--- START ---
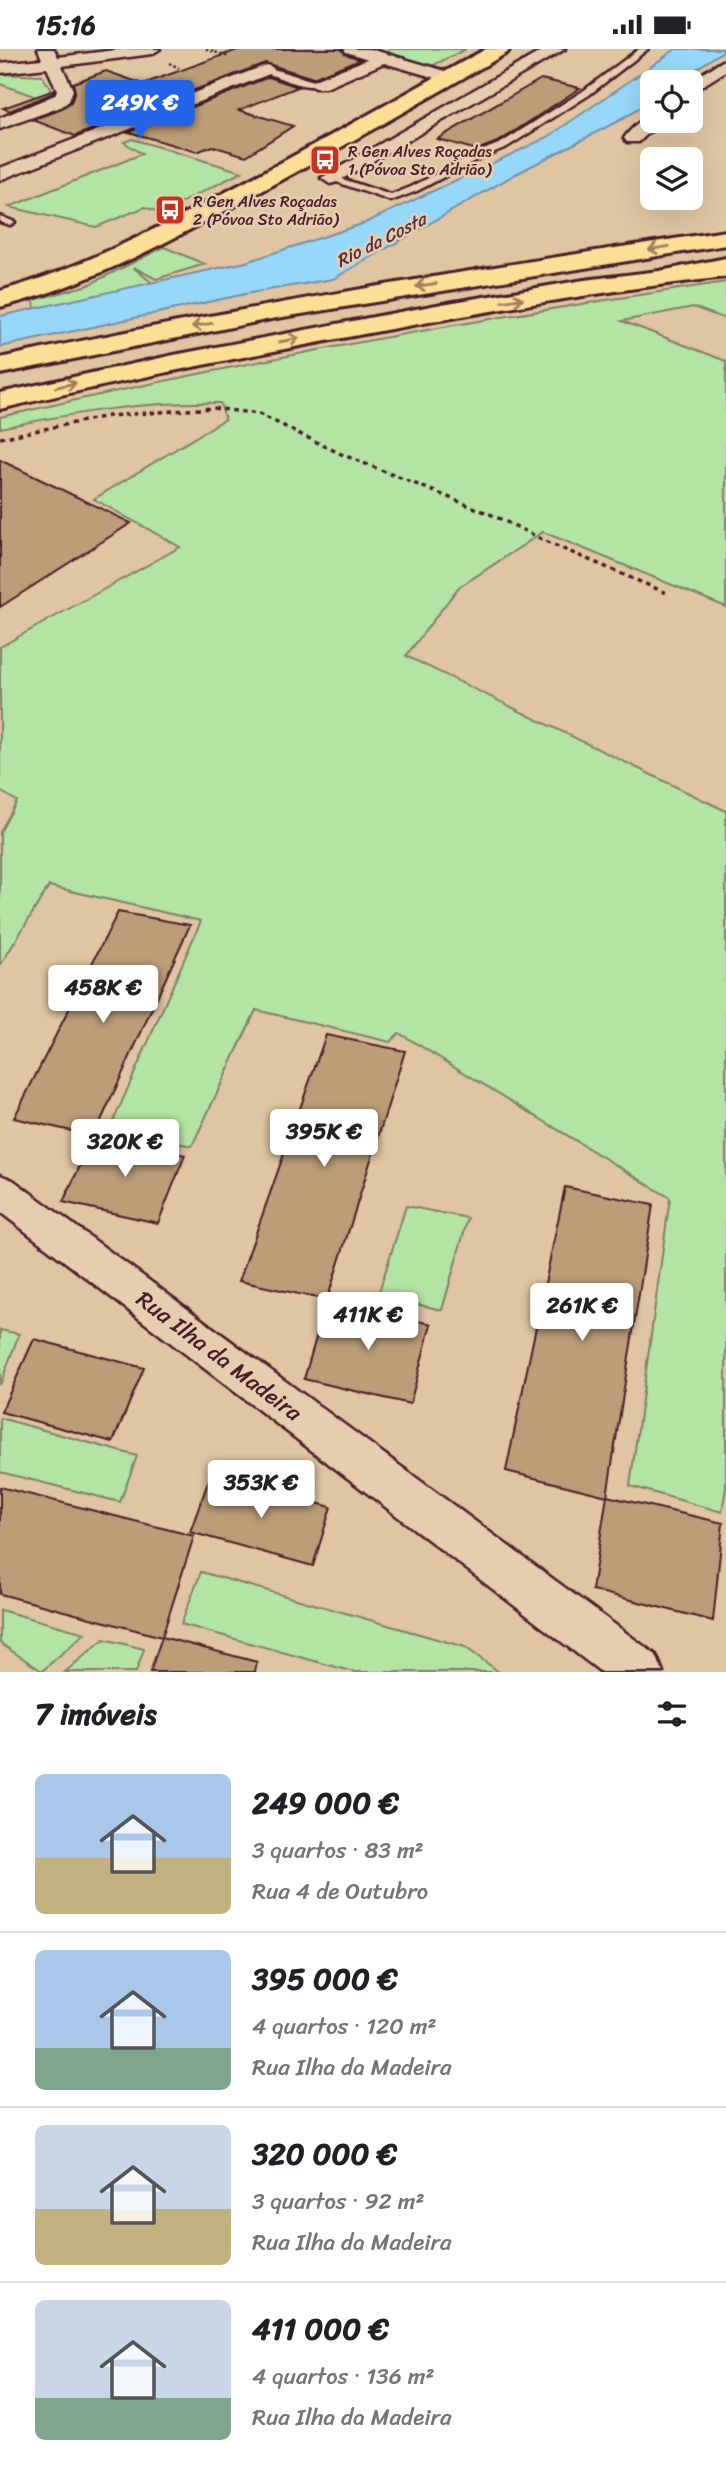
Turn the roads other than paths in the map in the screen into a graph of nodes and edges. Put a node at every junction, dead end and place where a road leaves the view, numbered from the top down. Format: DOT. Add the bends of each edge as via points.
graph roads {
  1 [pos="152,49"];
  2 [pos="352,49"];
  3 [pos="500,49"];
  4 [pos="557,49"];
  5 [pos="643,49"];
  6 [pos="50,56"];
  7 [pos="383,58"];
  8 [pos="726,64"];
  9 [pos="0,68"];
  10 [pos="266,70"];
  11 [pos="450,77"];
  12 [pos="703,80"];
  13 [pos="320,84"];
  14 [pos="703,86"];
  15 [pos="722,90"];
  16 [pos="424,92"];
  17 [pos="464,101"];
  18 [pos="0,124"];
  19 [pos="640,132"];
  20 [pos="633,138"];
  21 [pos="0,174"];
  22 [pos="330,178"];
  23 [pos="726,237"];
  24 [pos="726,268"];
  25 [pos="0,299"];
  26 [pos="0,366"];
  27 [pos="0,401"];
  28 [pos="0,1191"];
  29 [pos="639,1672"];
  1 -- 6 [label="street"];
  2 -- 7 [label="street"];
  3 -- 11 [label="main road"];
  4 -- 17 [label="street"];
  5 -- 22 [label="lane" via="586,93 504,145 414,189 391,198"];
  6 -- 9 [label="street"];
  6 -- 18 [label="street" via="65,90 62,97"];
  7 -- 11 [label="street"];
  7 -- 13 [label="street"];
  8 -- 12 [label="street"];
  10 -- 13 [label="lane"];
  10 -- 21 [label="street"];
  11 -- 16 [label="main road"];
  14 -- 15 [label="street"];
  16 -- 17 [label="street"];
  16 -- 25 [label="main road" via="143,244 94,267"];
  17 -- 22 [label="street"];
  19 -- 20 [label="street"];
  23 -- 26 [label="main road, one-way" via="404,288 103,342"];
  27 -- 24 [label="main road, one-way" via="118,373 443,311"];
  28 -- 29 [label="street, Rua Ilha da Madeira"];
}
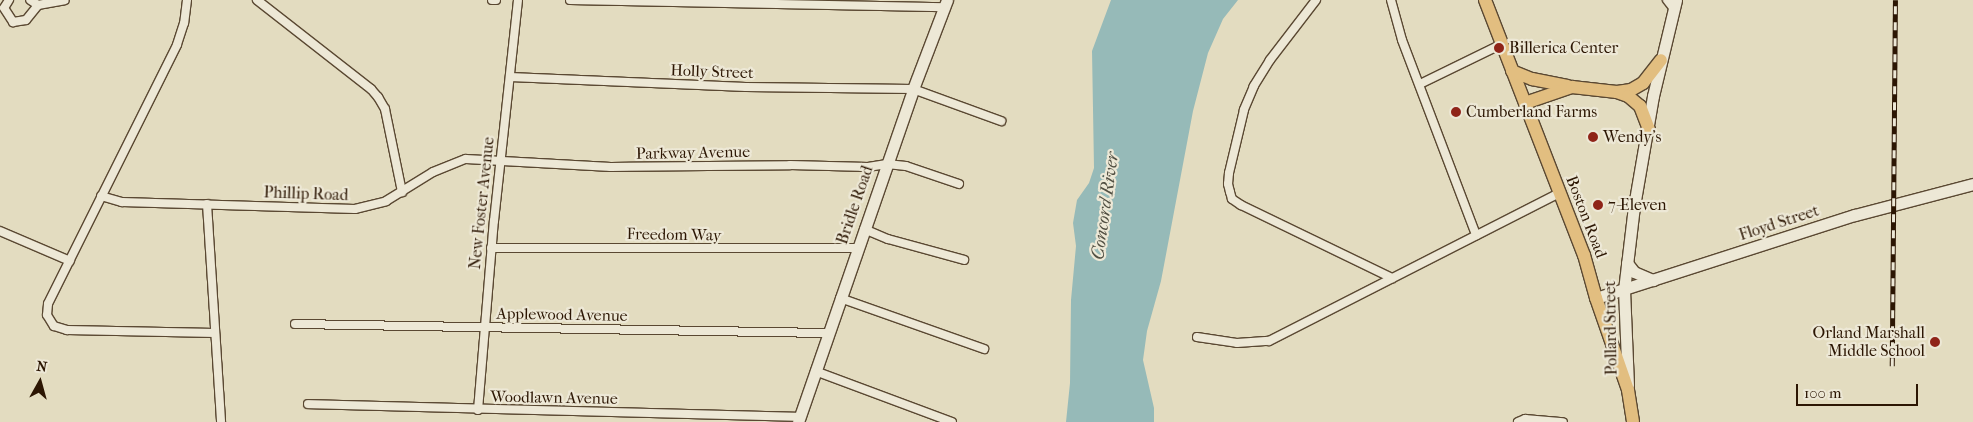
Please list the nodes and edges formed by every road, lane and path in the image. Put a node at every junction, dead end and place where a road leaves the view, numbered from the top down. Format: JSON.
--- END ---
Try it: Please write out every record above exactly, but leave the pictures out.

Output below:
Turn the roads other than paths in the map in the screen into a graph of nodes and edges. Put a node at every junction, dead end and place where a road leaves the view, numbered from the top down. Format: DOT. Add the bends of each edge as via points.
graph roads {
  1 [pos="152,49"];
  2 [pos="352,49"];
  3 [pos="500,49"];
  4 [pos="557,49"];
  5 [pos="643,49"];
  6 [pos="50,56"];
  7 [pos="383,58"];
  8 [pos="726,64"];
  9 [pos="0,68"];
  10 [pos="266,70"];
  11 [pos="450,77"];
  12 [pos="703,80"];
  13 [pos="320,84"];
  14 [pos="703,86"];
  15 [pos="722,90"];
  16 [pos="424,92"];
  17 [pos="464,101"];
  18 [pos="0,124"];
  19 [pos="640,132"];
  20 [pos="633,138"];
  21 [pos="0,174"];
  22 [pos="330,178"];
  23 [pos="726,237"];
  24 [pos="726,268"];
  25 [pos="0,299"];
  26 [pos="0,366"];
  27 [pos="0,401"];
  28 [pos="0,1191"];
  29 [pos="639,1672"];
  1 -- 6 [label="street"];
  2 -- 7 [label="street"];
  3 -- 11 [label="main road"];
  4 -- 17 [label="street"];
  5 -- 22 [label="lane" via="586,93 504,145 414,189 391,198"];
  6 -- 9 [label="street"];
  6 -- 18 [label="street" via="65,90 62,97"];
  7 -- 11 [label="street"];
  7 -- 13 [label="street"];
  8 -- 12 [label="street"];
  10 -- 13 [label="lane"];
  10 -- 21 [label="street"];
  11 -- 16 [label="main road"];
  14 -- 15 [label="street"];
  16 -- 17 [label="street"];
  16 -- 25 [label="main road" via="143,244 94,267"];
  17 -- 22 [label="street"];
  19 -- 20 [label="street"];
  23 -- 26 [label="main road, one-way" via="404,288 103,342"];
  27 -- 24 [label="main road, one-way" via="118,373 443,311"];
  28 -- 29 [label="street, Rua Ilha da Madeira"];
}
Please list the nodes and edges formed by every road, lane and path in the image. Put a node at every junction, dead end and place where a road leaves the view, numbered from the top down. Format: JSON.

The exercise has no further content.